The camerawork by John Stevens also deserves a mention. Like a lot of blaxploitation films, the budget obviously wasn’t huge and that can often result in more innovation, and Stevens’ work will remind you a bit of the later “Black Caesar” in the use of handheld camerawork and lots of eerie, discomforting close-ups. On the downside, a low-budget (this is an AIP flick, in case you can’t tell) also results here in poor makeup, FX, and production design. It all looks cheap and fake. Also, the film isn’t remotely scary (creepy on one or two occasions), but that may not be a big deal to you. I doubt very much that anyone involved thought they were making a legit horror movie, as such. I mean, were we meant to take Blacula seriously when he starts growling mid-attack? ‘Coz…yeah. If anything, the film really needed a dose of sex and nudity, which you’d think any blaxploitation movie would supply let alone something like this. On smaller notes, the opening titles design is cool, The music score by Gene Page (“Brewster McCloud”, “Fun With Dick and Jane”) is funky as hell, and The Hues Corporation (Remember ‘Rock the Boat’?) even perform a blatant self-promotion…er…I mean they perform a song. It’s no ‘Rock the Boat’ but it’s still cool. I also couldn’t believe that in 2015 I was able to watch a film on TV (from the 70s, mind you) that mixed Dracula with the slave-trading of African-Americans. And the film makes it work!
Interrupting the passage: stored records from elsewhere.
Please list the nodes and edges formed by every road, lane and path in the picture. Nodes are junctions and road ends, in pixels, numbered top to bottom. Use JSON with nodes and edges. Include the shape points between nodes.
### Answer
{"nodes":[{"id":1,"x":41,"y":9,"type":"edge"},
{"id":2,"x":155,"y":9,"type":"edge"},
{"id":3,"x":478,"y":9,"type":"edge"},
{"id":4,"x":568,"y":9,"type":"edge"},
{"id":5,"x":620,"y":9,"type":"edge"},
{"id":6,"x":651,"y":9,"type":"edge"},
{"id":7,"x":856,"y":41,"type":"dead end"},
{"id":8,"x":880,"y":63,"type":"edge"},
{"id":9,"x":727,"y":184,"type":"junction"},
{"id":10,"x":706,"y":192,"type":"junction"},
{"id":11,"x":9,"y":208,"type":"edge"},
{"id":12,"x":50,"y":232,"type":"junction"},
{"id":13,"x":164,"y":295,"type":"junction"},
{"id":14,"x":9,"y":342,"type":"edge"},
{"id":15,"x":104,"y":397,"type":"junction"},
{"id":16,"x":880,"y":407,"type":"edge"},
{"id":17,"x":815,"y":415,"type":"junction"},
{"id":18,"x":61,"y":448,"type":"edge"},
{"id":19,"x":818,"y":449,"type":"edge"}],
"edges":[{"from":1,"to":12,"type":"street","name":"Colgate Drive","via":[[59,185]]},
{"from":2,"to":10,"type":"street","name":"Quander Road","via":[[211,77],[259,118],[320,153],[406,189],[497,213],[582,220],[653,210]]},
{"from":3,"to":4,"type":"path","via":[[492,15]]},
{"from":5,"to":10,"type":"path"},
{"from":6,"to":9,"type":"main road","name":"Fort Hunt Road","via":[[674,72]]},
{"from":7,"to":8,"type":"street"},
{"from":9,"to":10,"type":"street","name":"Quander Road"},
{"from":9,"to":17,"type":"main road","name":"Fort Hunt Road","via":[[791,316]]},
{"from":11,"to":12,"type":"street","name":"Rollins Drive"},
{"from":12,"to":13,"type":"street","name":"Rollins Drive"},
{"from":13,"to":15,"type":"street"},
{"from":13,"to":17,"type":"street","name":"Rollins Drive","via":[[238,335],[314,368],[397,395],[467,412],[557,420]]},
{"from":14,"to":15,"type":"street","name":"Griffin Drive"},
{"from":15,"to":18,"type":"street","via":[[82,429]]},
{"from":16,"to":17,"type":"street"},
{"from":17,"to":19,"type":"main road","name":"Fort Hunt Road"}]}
It’s interesting thematically, but silly enough that you can’t get offended. Well, maybe the two swishy guys at the beginning are a little offensive and non-PC in 2015, I’ll admit that.

 

Far better than it has any right to be, this is one of the best films of the blaxploitation era, mostly due to the committed, oddly dignified performance by William Marshall who plays it straight, even when the dialogue occasionally seems to be going for humour. I could listen to that guy’s fine baritone all day long.